Saved data entries:
========
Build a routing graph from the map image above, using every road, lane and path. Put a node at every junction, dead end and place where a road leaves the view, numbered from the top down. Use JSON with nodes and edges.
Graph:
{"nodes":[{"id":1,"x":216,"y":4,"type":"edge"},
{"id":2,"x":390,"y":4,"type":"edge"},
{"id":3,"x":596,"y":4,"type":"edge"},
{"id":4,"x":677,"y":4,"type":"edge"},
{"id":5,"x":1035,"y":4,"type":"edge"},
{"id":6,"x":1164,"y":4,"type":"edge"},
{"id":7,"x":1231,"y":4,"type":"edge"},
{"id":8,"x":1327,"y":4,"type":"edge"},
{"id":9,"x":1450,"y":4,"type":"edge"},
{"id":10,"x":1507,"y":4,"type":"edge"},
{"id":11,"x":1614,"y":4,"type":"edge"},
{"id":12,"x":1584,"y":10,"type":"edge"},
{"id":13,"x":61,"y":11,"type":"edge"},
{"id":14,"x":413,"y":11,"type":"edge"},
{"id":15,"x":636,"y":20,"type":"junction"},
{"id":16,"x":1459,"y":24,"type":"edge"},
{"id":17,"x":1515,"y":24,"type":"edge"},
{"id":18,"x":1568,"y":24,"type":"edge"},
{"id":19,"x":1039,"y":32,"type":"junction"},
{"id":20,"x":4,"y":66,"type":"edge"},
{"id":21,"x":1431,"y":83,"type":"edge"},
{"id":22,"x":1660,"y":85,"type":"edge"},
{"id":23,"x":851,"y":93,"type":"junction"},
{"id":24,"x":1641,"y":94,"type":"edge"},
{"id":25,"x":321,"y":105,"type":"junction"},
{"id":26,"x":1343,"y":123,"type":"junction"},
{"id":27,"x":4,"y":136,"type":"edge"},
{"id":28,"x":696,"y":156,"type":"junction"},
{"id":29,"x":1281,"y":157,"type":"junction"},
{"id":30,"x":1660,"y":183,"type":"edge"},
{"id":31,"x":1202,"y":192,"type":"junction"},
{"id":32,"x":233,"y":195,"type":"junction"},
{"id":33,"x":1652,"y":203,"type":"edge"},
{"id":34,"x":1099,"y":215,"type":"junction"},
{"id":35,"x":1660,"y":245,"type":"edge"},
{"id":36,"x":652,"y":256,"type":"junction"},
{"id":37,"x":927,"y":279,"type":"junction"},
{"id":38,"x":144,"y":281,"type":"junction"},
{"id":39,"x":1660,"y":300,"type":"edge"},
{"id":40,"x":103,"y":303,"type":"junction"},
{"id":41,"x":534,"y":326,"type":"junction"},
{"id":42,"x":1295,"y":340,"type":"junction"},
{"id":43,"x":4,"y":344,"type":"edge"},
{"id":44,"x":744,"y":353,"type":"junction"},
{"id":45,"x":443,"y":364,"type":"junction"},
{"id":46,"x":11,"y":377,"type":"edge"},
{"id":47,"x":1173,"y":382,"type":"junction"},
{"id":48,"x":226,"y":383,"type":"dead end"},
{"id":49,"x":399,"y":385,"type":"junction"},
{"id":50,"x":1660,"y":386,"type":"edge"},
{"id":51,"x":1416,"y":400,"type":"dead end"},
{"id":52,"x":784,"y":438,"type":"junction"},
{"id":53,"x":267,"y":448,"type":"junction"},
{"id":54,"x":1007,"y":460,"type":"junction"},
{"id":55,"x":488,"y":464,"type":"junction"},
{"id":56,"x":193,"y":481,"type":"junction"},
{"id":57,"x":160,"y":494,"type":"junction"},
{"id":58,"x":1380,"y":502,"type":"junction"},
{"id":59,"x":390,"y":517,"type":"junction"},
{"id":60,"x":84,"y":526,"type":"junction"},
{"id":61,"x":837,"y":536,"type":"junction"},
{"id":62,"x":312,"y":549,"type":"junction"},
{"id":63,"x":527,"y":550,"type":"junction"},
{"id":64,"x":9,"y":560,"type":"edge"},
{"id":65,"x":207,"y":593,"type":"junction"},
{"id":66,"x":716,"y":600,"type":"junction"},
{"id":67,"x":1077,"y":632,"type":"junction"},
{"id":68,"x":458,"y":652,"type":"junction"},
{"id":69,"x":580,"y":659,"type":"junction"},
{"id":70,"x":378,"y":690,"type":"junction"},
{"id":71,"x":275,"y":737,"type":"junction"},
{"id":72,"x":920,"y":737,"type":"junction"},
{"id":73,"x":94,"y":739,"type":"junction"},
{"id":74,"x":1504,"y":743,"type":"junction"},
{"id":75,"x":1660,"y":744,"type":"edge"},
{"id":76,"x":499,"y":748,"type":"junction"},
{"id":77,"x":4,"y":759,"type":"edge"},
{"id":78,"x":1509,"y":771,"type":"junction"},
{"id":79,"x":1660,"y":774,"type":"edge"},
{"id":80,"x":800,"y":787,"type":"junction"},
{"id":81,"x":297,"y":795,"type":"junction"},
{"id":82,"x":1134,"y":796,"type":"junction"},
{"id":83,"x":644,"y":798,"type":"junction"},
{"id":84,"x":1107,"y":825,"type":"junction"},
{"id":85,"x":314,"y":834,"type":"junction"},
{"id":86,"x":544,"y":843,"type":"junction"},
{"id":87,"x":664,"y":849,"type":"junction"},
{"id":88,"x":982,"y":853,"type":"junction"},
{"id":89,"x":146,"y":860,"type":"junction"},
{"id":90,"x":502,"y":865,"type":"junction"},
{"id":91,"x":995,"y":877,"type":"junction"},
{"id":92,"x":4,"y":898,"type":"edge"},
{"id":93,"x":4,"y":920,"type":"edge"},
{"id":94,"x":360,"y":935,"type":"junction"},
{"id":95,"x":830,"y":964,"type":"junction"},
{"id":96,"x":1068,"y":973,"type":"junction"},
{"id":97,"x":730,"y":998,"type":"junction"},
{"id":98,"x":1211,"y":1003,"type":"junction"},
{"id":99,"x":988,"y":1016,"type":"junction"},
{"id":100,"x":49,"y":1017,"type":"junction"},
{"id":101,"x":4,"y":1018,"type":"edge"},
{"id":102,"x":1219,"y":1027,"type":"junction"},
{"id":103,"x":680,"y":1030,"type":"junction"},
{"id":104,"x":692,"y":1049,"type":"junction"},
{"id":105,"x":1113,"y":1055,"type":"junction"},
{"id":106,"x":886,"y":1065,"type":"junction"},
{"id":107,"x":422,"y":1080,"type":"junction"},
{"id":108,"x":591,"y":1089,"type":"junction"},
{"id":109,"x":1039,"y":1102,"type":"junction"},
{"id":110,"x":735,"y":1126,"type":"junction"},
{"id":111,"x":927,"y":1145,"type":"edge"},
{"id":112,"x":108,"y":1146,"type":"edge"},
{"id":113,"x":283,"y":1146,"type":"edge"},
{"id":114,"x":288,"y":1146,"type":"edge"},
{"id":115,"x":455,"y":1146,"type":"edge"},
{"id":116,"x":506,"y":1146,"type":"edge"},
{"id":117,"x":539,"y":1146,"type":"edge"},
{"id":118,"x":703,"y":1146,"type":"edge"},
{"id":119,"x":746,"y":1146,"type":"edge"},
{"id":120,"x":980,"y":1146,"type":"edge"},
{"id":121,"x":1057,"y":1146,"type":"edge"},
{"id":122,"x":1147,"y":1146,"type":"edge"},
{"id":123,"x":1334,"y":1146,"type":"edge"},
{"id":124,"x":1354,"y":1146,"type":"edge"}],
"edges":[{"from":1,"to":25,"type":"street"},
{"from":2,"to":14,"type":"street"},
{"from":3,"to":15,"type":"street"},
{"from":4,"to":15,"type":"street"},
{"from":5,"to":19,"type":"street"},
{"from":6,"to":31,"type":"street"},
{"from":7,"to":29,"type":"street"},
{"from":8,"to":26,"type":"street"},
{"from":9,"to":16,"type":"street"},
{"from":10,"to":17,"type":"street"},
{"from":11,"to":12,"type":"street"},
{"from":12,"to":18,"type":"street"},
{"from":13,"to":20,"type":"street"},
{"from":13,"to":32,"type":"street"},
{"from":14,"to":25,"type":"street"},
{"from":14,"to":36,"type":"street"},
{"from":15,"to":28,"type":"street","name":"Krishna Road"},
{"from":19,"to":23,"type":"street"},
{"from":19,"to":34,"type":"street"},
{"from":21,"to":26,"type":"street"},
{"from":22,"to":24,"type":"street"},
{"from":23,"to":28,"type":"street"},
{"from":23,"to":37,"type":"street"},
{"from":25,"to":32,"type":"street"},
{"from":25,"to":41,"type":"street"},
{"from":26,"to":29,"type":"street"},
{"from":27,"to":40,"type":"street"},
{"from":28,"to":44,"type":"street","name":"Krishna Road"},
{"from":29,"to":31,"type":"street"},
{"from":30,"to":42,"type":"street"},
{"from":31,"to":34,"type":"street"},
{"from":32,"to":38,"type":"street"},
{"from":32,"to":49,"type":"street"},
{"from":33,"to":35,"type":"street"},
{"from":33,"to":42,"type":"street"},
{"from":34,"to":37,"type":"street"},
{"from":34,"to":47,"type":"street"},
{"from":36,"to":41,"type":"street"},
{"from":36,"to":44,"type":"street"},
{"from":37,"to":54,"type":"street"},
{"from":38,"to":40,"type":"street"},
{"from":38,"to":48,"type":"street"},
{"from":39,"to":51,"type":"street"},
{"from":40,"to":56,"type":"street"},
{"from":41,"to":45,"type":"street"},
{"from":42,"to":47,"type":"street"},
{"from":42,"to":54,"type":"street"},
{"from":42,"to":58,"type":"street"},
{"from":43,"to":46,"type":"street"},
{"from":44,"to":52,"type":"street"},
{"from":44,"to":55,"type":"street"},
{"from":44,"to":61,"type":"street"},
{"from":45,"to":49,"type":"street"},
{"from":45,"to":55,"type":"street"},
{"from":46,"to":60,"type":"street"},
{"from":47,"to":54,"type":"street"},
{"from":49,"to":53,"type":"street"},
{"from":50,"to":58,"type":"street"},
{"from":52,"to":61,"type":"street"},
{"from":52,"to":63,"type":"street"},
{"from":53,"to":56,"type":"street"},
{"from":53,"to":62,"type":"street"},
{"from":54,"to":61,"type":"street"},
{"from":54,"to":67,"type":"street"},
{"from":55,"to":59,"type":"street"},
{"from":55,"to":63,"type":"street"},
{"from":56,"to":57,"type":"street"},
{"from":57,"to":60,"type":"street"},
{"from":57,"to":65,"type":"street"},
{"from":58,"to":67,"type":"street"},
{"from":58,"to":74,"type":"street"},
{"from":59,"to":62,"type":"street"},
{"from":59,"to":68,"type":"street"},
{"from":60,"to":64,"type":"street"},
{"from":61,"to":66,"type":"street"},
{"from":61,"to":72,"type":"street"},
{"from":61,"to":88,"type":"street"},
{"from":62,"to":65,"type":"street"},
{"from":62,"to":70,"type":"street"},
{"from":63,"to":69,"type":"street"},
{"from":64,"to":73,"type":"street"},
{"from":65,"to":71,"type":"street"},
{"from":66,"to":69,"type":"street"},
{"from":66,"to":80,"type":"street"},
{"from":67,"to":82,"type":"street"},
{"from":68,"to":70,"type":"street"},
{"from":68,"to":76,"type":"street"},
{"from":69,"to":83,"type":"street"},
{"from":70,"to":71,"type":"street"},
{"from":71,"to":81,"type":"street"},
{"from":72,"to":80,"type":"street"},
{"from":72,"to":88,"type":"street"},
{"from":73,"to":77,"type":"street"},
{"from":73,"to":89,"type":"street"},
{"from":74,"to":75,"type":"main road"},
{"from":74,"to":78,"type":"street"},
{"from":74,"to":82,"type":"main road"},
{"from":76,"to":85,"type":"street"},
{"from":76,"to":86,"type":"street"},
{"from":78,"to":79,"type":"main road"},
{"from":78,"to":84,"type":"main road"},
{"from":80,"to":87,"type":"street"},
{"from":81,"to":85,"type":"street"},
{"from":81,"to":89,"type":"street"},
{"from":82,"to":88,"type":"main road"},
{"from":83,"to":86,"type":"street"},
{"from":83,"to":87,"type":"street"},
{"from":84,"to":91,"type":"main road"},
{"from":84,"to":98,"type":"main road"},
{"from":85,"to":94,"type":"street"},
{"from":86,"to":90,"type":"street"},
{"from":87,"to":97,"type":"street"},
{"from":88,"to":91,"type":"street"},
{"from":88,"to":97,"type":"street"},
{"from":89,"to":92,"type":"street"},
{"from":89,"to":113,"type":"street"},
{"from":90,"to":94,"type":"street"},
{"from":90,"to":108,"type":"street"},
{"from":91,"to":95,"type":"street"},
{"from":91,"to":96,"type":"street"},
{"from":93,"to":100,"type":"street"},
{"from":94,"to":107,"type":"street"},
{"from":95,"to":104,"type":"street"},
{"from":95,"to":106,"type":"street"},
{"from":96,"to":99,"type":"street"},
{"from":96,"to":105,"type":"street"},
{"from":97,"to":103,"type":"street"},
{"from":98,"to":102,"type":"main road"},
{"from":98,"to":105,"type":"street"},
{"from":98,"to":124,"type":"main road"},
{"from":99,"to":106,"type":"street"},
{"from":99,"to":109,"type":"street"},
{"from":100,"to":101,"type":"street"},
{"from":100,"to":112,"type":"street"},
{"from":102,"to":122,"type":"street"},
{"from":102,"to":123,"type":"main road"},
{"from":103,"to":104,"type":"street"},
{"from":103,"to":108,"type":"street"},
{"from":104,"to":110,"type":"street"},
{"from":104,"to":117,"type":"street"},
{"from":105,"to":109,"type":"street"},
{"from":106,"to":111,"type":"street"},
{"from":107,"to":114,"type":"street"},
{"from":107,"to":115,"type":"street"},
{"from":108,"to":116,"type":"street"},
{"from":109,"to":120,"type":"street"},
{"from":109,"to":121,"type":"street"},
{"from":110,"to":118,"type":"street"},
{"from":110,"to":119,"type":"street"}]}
========
**Problem description**:
Filter the entries and copy each line with "name".

**Output for this task**:
{"from":15,"to":28,"type":"street","name":"Krishna Road"},
{"from":28,"to":44,"type":"street","name":"Krishna Road"},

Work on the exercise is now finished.